Я сидела молча и внимательно выслушивала критику, мне нечем было оправдаться. Вошла секретарша, еще молодая энергичная женщина, все это время хлопотавшая над приготовлением завтрака на кухне. Поздоровавшись, она начала сервировать стол на троих. Поставила бутылку красного вина и корзиночку с еще теплым длинным, узким батоном, нарезанным на кусочки. В керамических мисочках появились закуски, в которых французы большие специалисты. Тут был и паштет из гусиной печенки, и анчоусы с зелеными оливами, и тончайшие ломтики пикантной итальянской колбасы салями. Мы принялись за еду.

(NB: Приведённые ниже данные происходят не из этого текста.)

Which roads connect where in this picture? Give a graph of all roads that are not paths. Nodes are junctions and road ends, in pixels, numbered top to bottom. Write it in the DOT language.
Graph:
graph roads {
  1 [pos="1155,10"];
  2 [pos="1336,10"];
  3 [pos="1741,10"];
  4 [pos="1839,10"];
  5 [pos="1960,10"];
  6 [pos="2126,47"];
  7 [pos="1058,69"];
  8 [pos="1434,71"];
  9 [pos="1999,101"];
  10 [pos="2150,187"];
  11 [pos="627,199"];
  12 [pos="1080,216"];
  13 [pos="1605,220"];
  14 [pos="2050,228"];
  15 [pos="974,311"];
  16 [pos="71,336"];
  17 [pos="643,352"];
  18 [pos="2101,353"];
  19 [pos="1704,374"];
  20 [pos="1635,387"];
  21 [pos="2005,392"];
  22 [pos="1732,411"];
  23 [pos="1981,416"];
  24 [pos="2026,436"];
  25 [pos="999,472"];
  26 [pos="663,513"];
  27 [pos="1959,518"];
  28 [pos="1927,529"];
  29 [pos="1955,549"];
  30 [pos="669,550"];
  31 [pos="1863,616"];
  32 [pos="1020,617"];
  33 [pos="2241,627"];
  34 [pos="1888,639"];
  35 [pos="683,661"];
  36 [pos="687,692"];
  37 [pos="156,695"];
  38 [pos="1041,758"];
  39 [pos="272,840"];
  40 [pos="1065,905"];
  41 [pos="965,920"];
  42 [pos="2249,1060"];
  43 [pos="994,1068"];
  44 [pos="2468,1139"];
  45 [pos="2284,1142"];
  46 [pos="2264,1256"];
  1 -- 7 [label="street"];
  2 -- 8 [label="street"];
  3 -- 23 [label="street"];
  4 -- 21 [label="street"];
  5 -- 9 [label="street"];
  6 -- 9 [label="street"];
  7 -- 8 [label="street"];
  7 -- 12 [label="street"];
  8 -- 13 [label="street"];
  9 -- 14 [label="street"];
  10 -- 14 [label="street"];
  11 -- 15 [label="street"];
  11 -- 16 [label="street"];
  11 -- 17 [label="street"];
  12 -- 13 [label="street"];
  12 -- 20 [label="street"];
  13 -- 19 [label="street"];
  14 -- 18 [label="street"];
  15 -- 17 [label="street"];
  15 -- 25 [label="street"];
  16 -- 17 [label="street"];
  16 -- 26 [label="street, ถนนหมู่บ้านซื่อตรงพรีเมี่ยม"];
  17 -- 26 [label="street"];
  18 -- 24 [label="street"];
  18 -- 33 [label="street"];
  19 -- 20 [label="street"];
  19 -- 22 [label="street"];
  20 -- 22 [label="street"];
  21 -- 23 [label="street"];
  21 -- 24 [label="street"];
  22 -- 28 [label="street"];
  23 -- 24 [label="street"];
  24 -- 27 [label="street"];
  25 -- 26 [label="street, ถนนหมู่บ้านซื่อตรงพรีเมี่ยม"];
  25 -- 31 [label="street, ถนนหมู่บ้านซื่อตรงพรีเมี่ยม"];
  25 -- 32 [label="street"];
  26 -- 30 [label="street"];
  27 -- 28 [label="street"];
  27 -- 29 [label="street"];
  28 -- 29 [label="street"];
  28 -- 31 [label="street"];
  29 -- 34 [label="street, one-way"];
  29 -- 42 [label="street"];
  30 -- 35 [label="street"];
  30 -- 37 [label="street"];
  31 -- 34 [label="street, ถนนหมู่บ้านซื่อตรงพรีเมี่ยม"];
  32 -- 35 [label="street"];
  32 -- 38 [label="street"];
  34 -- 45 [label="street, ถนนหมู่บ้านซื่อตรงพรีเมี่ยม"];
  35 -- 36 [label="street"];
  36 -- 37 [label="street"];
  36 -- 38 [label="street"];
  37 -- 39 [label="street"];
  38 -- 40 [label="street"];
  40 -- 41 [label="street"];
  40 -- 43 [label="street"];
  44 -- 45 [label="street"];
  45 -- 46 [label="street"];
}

— А почему бы вам, — продолжала Эжени, разламывая кусок батона и намазывая его маслом, — почему бы не перевести моей книги, написанной о моем муже Эме? Ведь там все и обо мне. Переведите эту книгу, вместо того чтобы выдумывать еще одну очередную «правду» о моей жизни! — Она потянулась за бутылкой. — Хотите вина? Это хорошее старое бордо. Давайте выпьем за нашу встречу.
Густое темное вино заиграло в хрустальных чашках, солнце пронизывало их насквозь, и накрахмаленная скатерть отражала пунцовые блики. Секретарша выбежала на кухню и вернулась с блюдом жареных кусков филейного мяса с зеленым горошком. Потом она принесла салат, который французы обычно едят после мяса, и, наконец, внесла деревянное блюдо с несколькими сортами сыра. За сыром обычно следует кофе и фрукты. Все было по правилам французской кухни, и все было хорошо приготовлено.
— Видите, какая превосходная хозяйка! — говорила мадам Коттон, ласково поглядывая на свою помощницу. — И она меня каждый день так опекает! За ваше здоровье, милочка! — Эжени пригубила от чашки и, улыбаясь искривленной улыбкой (из-за своей верхней губы, искалеченной с детства), снова обратилась ко мне: — Вот когда меня не будет на свете, тогда можно будет писать обо мне все, что угодно! — весело шутила она, поглядывая на меня. — Так что отложите издание вашей книги. Думаю, что долго ждать не придется. — Все это было сказано с большой легкостью и непринужденностью. Но я поняла, что ничего из того, что мной было написано, никогда не появится в печати.
Не чувствуя себя ни уязвленной, ни огорченной, я только еще отчетливей осознала всю трудность и ответственность работы по документам о современнике. Какой же чуткостью надо было обладать, чтобы так достойно, умно и добро указать писателю на его заблуждения и этим избавить его от дальнейших!
Потом разговор принял совсем иное направление. Я вспомнила, что в своей автобиографии Эжени большое место уделяла своим предкам. Со всей серьезностью она писала, что бабушка ее с материнской стороны была настоящей маркизой. И когда прадед-маркиз погиб от руки мятежников во времена революции, то маленькую маркизу приютил и воспитал их садовник.